- _TASK DETAILS_
The required output consists solely of the lines from the line containing "wrist: (1385, 1065)" through the end of the records, copied exactly.

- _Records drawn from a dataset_
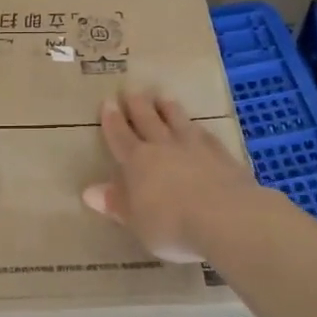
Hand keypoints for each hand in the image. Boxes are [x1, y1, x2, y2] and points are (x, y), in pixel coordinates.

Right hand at [83, 90, 258, 262]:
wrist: (227, 218)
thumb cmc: (172, 226)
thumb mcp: (137, 222)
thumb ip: (116, 204)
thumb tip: (89, 191)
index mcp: (137, 162)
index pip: (120, 136)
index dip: (112, 120)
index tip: (108, 102)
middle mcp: (163, 147)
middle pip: (148, 120)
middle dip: (137, 105)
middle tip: (131, 90)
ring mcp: (195, 147)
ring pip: (178, 120)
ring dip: (168, 108)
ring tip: (163, 96)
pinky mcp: (221, 155)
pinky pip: (205, 135)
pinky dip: (198, 128)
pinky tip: (199, 127)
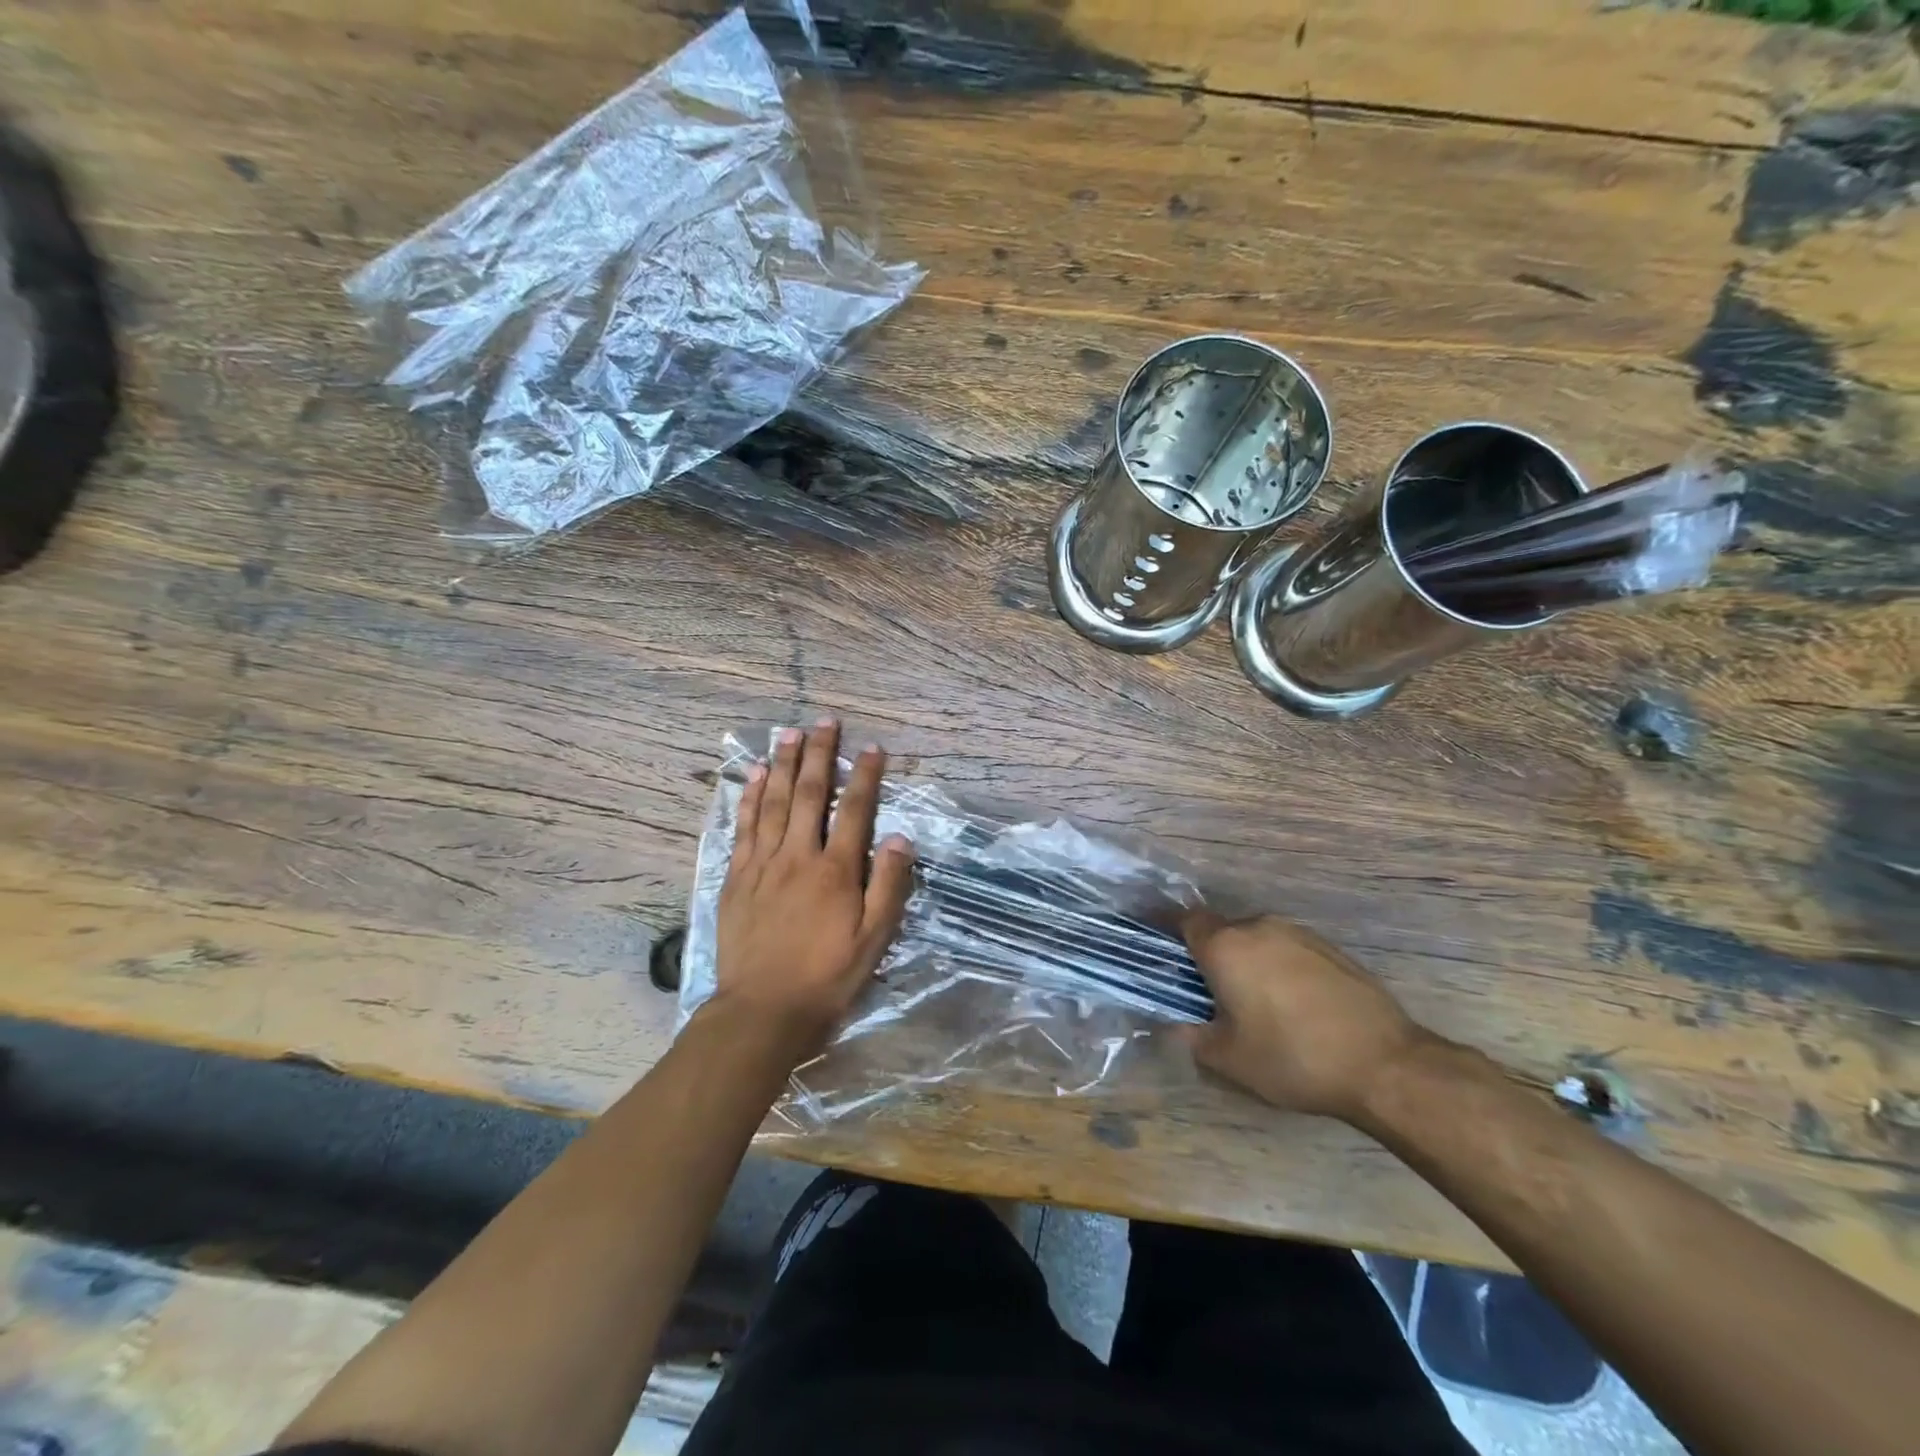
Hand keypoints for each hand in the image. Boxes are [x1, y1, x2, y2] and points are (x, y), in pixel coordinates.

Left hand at [709, 719, 914, 1057]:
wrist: (762, 1012)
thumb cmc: (827, 978)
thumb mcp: (874, 939)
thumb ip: (888, 886)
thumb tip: (899, 837)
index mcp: (836, 871)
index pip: (855, 810)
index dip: (865, 776)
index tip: (872, 747)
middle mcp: (798, 856)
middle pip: (809, 794)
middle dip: (819, 755)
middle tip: (825, 722)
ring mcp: (762, 864)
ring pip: (773, 802)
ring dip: (783, 764)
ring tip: (789, 733)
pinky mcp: (737, 877)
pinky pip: (744, 826)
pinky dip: (749, 797)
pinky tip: (753, 776)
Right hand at [1179, 911, 1431, 1121]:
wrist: (1385, 1065)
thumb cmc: (1292, 1058)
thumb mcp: (1228, 1059)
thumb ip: (1190, 1037)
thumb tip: (1173, 1025)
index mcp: (1226, 945)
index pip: (1183, 920)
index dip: (1167, 932)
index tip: (1159, 951)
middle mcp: (1258, 927)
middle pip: (1221, 930)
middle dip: (1210, 955)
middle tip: (1209, 992)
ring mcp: (1299, 934)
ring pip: (1256, 939)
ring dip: (1247, 961)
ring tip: (1253, 1002)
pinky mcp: (1331, 949)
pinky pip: (1287, 949)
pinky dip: (1278, 968)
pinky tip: (1291, 1006)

- _RESULT OF THE EXERCISE_
wrist: (1385, 1065)
thumb cmc: (1292, 1058)
thumb mcp: (1228, 1059)
thumb ip: (1190, 1037)
thumb tip: (1173, 1025)
index mcp: (1226, 945)
index pip: (1183, 920)
index dip: (1167, 932)
index tip: (1159, 951)
middle mcp: (1258, 927)
middle pip: (1221, 930)
middle dip: (1210, 955)
middle tip: (1209, 992)
ring mcp: (1299, 934)
ring pip: (1256, 939)
ring dip: (1247, 961)
ring tip: (1253, 1002)
pinky mcp: (1331, 949)
pinky pip: (1287, 949)
pinky dip: (1278, 968)
pinky tip: (1291, 1006)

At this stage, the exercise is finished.